• [What to do]: Pull every line that includes the word "lane" out of the data below and copy it.

• [Data]:

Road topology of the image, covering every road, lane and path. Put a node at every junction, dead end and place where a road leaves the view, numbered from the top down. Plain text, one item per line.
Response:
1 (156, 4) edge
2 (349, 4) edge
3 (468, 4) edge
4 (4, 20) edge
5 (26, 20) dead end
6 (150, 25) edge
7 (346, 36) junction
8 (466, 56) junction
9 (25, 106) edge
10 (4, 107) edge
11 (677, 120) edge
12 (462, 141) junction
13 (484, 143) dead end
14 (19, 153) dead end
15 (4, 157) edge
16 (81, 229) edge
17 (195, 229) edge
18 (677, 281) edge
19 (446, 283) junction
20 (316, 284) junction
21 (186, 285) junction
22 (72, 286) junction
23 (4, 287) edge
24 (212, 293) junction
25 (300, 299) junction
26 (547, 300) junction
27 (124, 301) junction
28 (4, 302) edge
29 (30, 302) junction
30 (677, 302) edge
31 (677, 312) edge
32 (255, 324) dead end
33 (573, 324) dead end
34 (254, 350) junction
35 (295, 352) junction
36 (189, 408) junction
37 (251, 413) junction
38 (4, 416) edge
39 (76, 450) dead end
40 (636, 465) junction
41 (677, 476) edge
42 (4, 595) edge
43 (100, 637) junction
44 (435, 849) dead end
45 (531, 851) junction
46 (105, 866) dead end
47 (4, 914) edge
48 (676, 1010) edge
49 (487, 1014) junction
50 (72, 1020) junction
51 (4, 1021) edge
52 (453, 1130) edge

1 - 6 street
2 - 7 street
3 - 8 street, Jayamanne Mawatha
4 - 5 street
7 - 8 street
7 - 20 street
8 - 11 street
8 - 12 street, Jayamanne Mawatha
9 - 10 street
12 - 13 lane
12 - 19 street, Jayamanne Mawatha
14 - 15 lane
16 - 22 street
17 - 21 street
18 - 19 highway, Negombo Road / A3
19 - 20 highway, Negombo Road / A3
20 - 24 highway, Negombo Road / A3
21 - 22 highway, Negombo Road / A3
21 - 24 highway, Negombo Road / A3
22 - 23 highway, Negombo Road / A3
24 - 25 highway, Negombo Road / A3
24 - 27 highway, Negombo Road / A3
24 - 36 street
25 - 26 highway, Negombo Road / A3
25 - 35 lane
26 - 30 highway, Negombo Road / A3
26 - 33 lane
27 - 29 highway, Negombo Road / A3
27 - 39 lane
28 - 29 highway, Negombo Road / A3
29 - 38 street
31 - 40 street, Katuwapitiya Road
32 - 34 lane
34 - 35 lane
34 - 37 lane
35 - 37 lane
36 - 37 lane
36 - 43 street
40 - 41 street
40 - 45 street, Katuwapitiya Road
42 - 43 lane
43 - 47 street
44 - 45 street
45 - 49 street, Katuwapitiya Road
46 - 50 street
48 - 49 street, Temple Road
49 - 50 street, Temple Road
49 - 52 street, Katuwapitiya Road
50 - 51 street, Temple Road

• [Result of this exercise]:
Road topology of the image, covering every road, lane and path. Put a node at every junction, dead end and place where a road leaves the view, numbered from the top down. Plain text, one item per line.
12 - 13 lane
14 - 15 lane
25 - 35 lane
26 - 33 lane
27 - 39 lane
32 - 34 lane
34 - 35 lane
34 - 37 lane
35 - 37 lane
36 - 37 lane
42 - 43 lane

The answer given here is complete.